» Work required
Each record must be returned exactly, apart from the pictures, which stay out.

» Recorded data
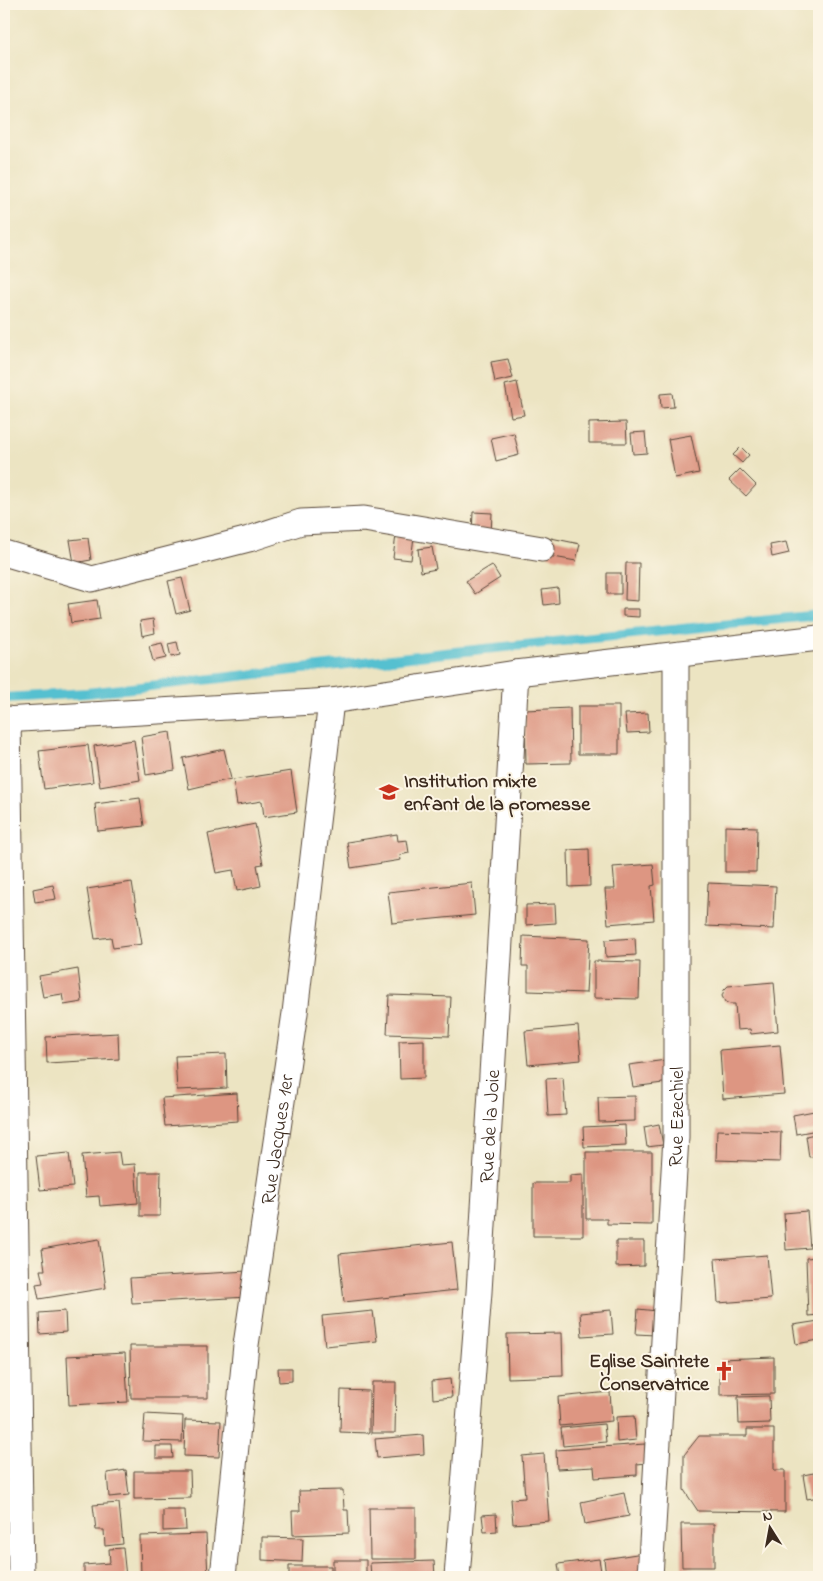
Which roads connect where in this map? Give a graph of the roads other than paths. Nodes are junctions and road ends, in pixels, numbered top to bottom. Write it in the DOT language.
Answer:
graph roads {
  1 [pos="542,549"];
  2 [pos="4,553"];
  3 [pos="819,638"];
  4 [pos="676,655"];
  5 [pos="516,673"];
  6 [pos="330,701"];
  7 [pos="6,720"];
  8 [pos="21,1577"];
  9 [pos="223,1577"];
  10 [pos="457,1577"];
  11 [pos="650,1577"];
  1 -- 2 [label="street"];
  3 -- 4 [label="street"];
  4 -- 5 [label="street"];
  4 -- 11 [label="street, Rue Ezechiel"];
  5 -- 6 [label="street"];
  5 -- 10 [label="street, Rue de la Joie"];
  6 -- 7 [label="street"];
  6 -- 9 [label="street, Rue Jacques 1er"];
  7 -- 8 [label="street"];
}
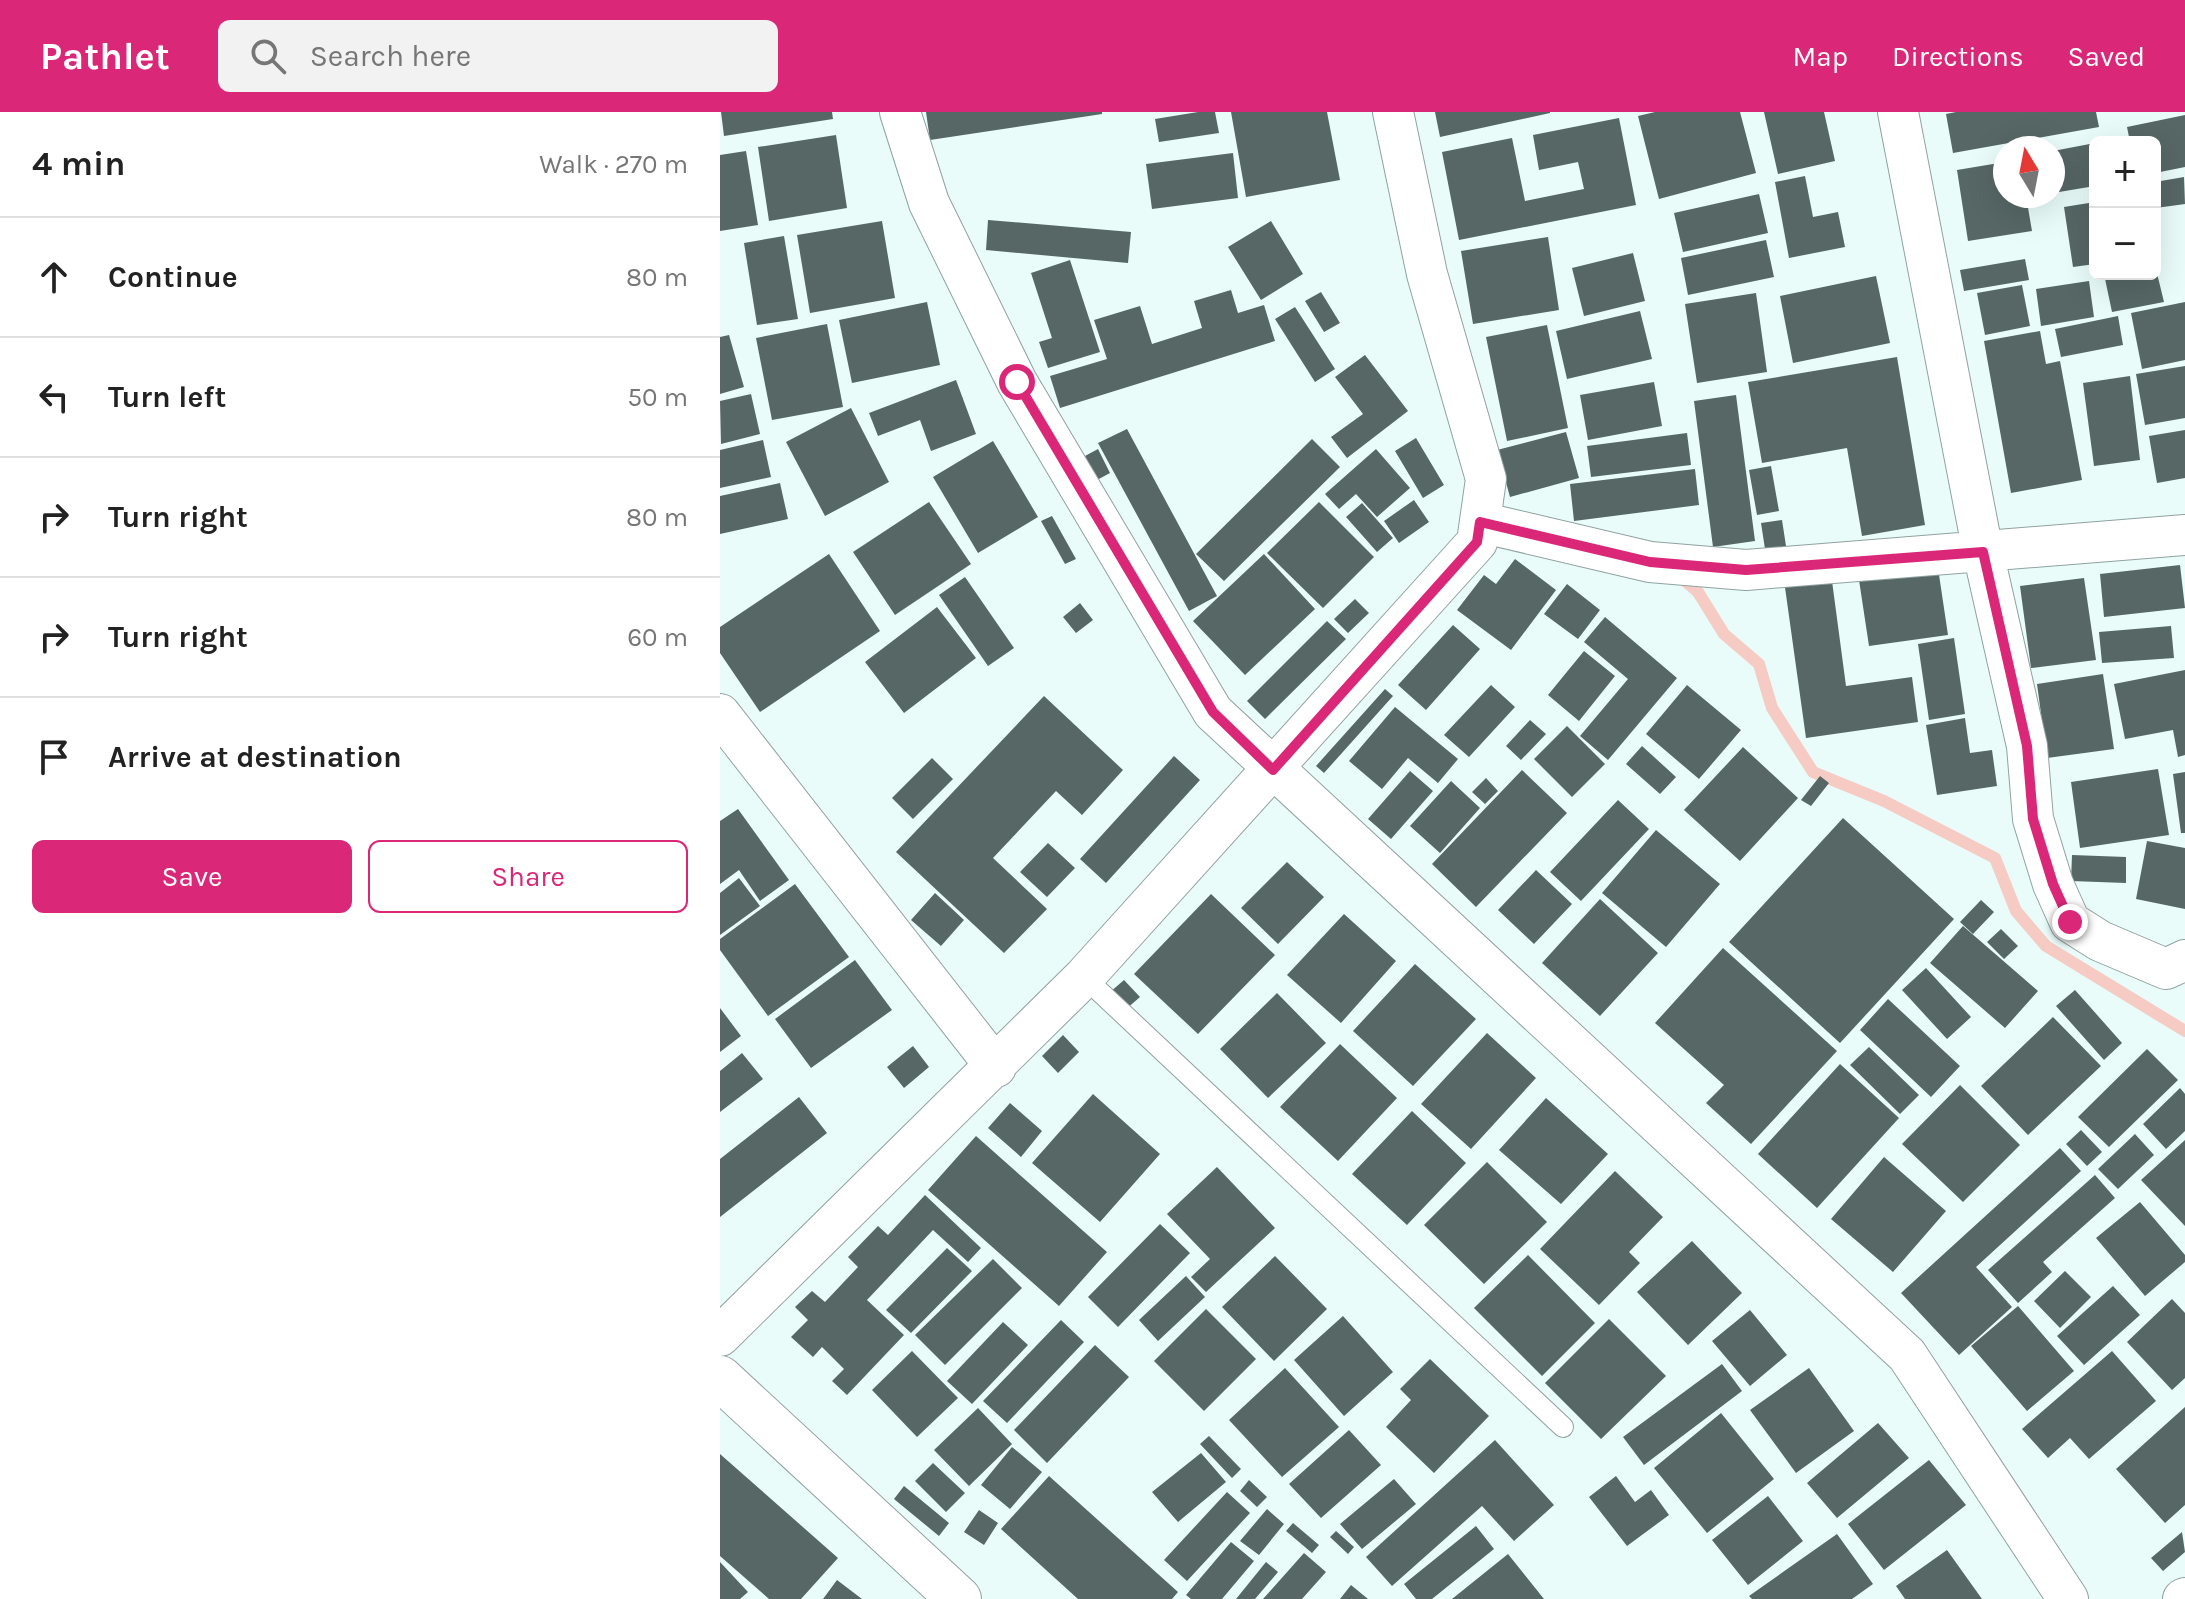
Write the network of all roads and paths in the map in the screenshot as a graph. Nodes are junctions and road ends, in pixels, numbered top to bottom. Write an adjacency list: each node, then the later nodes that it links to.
1 (900, 112): 8 (street)
2 (1393, 112): 4 (street)
3 (1898, 112): 6 (street)
4 (1480, 522): 6 (street); 8 (street)
5 (2185, 535): 6 (street)
6 (1983, 552): 9 (street)
7 (720, 714): 11 (street)
8 (1273, 770): 10 (street); 16 (street)
9 (2185, 960)
10 (1084, 977): 11 (street); 14 (lane)
11 (996, 1067): 12 (street)
12 (720, 1336)
13 (720, 1378): 15 (street)
14 (1563, 1427)
15 (959, 1599)
16 (2068, 1599)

» Final answer
Which roads connect where in this map? Give a graph of the roads other than paths. Nodes are junctions and road ends, in pixels, numbered top to bottom. Write it in the DOT language.
Answer:
graph roads {
  1 [pos="542,549"];
  2 [pos="4,553"];
  3 [pos="819,638"];
  4 [pos="676,655"];
  5 [pos="516,673"];
  6 [pos="330,701"];
  7 [pos="6,720"];
  8 [pos="21,1577"];
  9 [pos="223,1577"];
  10 [pos="457,1577"];
  11 [pos="650,1577"];
  1 -- 2 [label="street"];
  3 -- 4 [label="street"];
  4 -- 5 [label="street"];
  4 -- 11 [label="street, Rue Ezechiel"];
  5 -- 6 [label="street"];
  5 -- 10 [label="street, Rue de la Joie"];
  6 -- 7 [label="street"];
  6 -- 9 [label="street, Rue Jacques 1er"];
  7 -- 8 [label="street"];
}
Write the network of all roads and paths in the map in the screenshot as a graph. Nodes are junctions and road ends, in pixels, numbered top to bottom. Write an adjacency list: each node, then the later nodes that it links to.
1 (900, 112): 8 (street)
2 (1393, 112): 4 (street)
3 (1898, 112): 6 (street)
4 (1480, 522): 6 (street); 8 (street)
5 (2185, 535): 6 (street)
6 (1983, 552): 9 (street)
7 (720, 714): 11 (street)
8 (1273, 770): 10 (street); 16 (street)
9 (2185, 960)
10 (1084, 977): 11 (street); 14 (lane)
11 (996, 1067): 12 (street)
12 (720, 1336)
13 (720, 1378): 15 (street)
14 (1563, 1427)
15 (959, 1599)
16 (2068, 1599)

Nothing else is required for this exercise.